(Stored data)
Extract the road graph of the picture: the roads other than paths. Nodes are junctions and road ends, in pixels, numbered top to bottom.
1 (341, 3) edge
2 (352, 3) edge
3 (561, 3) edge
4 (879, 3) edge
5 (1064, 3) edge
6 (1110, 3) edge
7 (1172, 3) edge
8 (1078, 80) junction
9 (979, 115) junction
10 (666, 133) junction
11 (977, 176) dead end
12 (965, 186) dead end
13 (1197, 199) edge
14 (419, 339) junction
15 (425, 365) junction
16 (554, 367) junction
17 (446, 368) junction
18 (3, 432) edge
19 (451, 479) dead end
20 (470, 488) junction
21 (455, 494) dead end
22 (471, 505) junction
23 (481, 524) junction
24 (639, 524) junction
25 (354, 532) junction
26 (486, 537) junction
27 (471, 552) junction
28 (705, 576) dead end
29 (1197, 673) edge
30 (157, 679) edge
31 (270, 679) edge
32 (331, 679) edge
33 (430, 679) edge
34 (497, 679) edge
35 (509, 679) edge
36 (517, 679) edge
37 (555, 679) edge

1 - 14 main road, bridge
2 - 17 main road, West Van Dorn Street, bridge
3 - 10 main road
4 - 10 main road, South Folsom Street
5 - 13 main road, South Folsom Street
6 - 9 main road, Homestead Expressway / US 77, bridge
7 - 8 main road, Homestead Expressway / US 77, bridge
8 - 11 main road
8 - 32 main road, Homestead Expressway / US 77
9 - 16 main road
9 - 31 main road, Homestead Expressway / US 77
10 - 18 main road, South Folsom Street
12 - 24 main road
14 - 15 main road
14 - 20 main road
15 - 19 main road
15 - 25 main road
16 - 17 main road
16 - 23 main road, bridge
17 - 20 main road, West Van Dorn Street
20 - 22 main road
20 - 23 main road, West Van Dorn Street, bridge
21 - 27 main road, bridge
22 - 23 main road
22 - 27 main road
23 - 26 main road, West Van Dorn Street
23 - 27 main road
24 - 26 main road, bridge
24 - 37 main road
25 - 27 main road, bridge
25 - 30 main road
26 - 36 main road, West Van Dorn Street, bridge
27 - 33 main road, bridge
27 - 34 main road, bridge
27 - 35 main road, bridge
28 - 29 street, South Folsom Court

- _AIM OF THE EXERCISE_
Every line in the records above with the string "Homestead" in it should be shown.

- _SOLUTION TO THIS PROBLEM_
6 - 9 main road, Homestead Expressway / US 77, bridge
7 - 8 main road, Homestead Expressway / US 77, bridge
8 - 32 main road, Homestead Expressway / US 77
9 - 31 main road, Homestead Expressway / US 77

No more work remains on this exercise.